Source: White House
THE WHITE HOUSE
Office of the Press Secretary
This morning, President Obama met with Members of the Congressional Black Caucus (CBC) at the White House. During the meeting, they discussed a range of topics including the economy, voting rights legislation, education, comprehensive immigration reform, youth employment, gun violence, and anti-poverty programs.
The President started the meeting by welcoming the freshmen members of the CBC serving in the 113th Congress. The President went on to acknowledge all of the hard work and perseverance demonstrated by the CBC to address pressing issues important to communities around the country. The President underscored the need to build on the legislative gains accomplished in his first term with the help of the CBC and they collectively agreed that there is still more work to be done together.
The President expressed that education remained a top priority in his administration from cradle to career. He emphasized commitments made by his Administration to improve the quality of early education and a new effort called “ConnectEd” that will provide high-speed broadband access to 99 percent of America’s students. He also discussed the need to continue efforts to help students afford college by protecting Pell Grants and preventing Stafford Loan interest rates from doubling for American students.
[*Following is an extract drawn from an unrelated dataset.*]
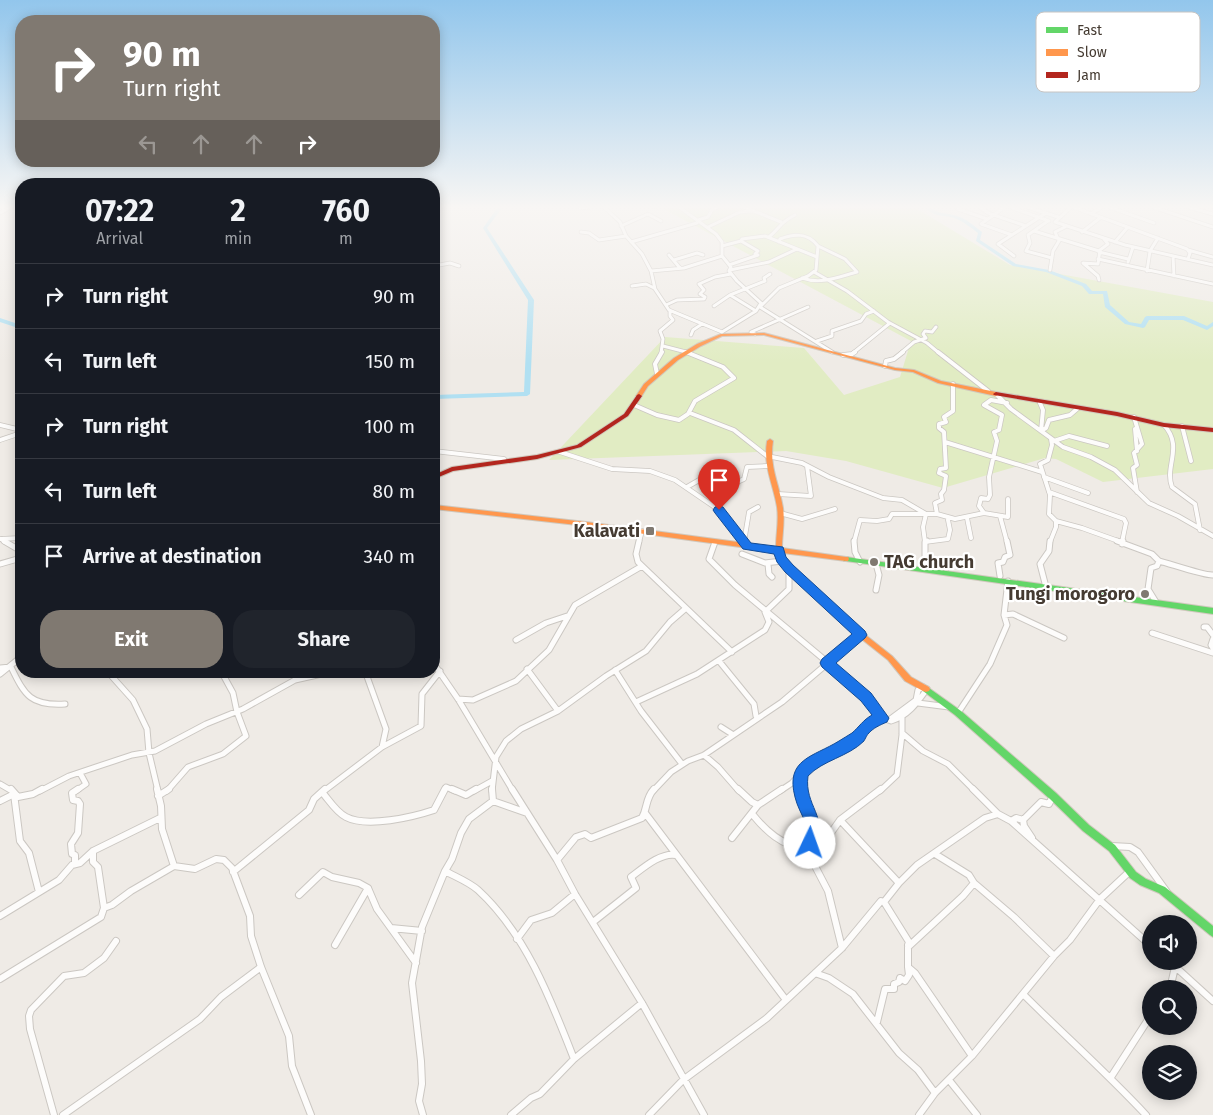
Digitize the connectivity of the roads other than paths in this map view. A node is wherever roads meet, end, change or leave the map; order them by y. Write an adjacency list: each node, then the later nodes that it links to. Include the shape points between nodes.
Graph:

The President and the CBC conveyed their deep disappointment with the U.S. Supreme Court’s decision on the Voting Rights Act. The President reaffirmed his commitment to addressing voter discrimination through the Department of Justice and expressed his interested in working with Congress to pass legislation to ensure that every American who is eligible to vote has access to the polls.
Though the economy is showing signs of improvement, the President and the CBC expressed shared frustration over the pace of economic growth and the elevated unemployment rate among African Americans. The president reaffirmed his commitment to support and create policies that will not only build a strong economy for the middle class but also create ladders of opportunity for those striving to get into the middle class.
The President also underscored the need to continue to work with Congress, law enforcement and advocacy groups to reduce gun violence.
Members of the CBC shared a common interest in amplifying the benefits of the Affordable Care Act and plan to start a tour this summer to inform their constituents about the health care marketplaces set to open on October 1.
They also discussed the benefits of fixing our broken immigration system and the need for a commonsense approach.
At the end of the meeting, the President again thanked the CBC and said that he looks forward to continue to work with them.
Copied below is a readout from the Congressional Black Caucus.
FOR IMMEDIATE RELEASE
CONTACT: Ayofemi Kirby
Readout of the Congressional Black Caucus’ Meeting with President Obama
WASHINGTON, DC (Link) – Today, Members of the Congressional Black Caucus (CBC) met with President Barack Obama about voting rights, education, poverty and economic issues, and immigration reform in the Eisenhower Executive Office Building.
During the meeting, CBC Members discussed the urgency of addressing high student loan interest rates and changes to the Parent PLUS loan program that have adversely impacted students and Historically Black Colleges and Universities (HBCUs); ways to address poverty and the high unemployment rate within the African American community; and ways to increase opportunities for minority small business owners in both urban and rural communities. The CBC also discussed how critical comprehensive immigration reform is to immigrants of all nationalities and to raising the quality of life for American workers.
In the wake of the Supreme Court’s decision on the Voting Rights Act, the President reaffirmed his administration’s commitment to fighting discriminatory practices in voting requirements across the country and to working with the CBC on legislation that protects every American’s right to vote. President Obama committed to working with the CBC on targeted strategies to address unemployment among African Americans and highlighted the importance of passing immigration reform legislation that includes immigrants of African and Caribbean descent. The President was also receptive to many recommendations posed by the CBC to address issues facing our nation’s vulnerable communities, including the 10-20-30 targeted plan to end poverty.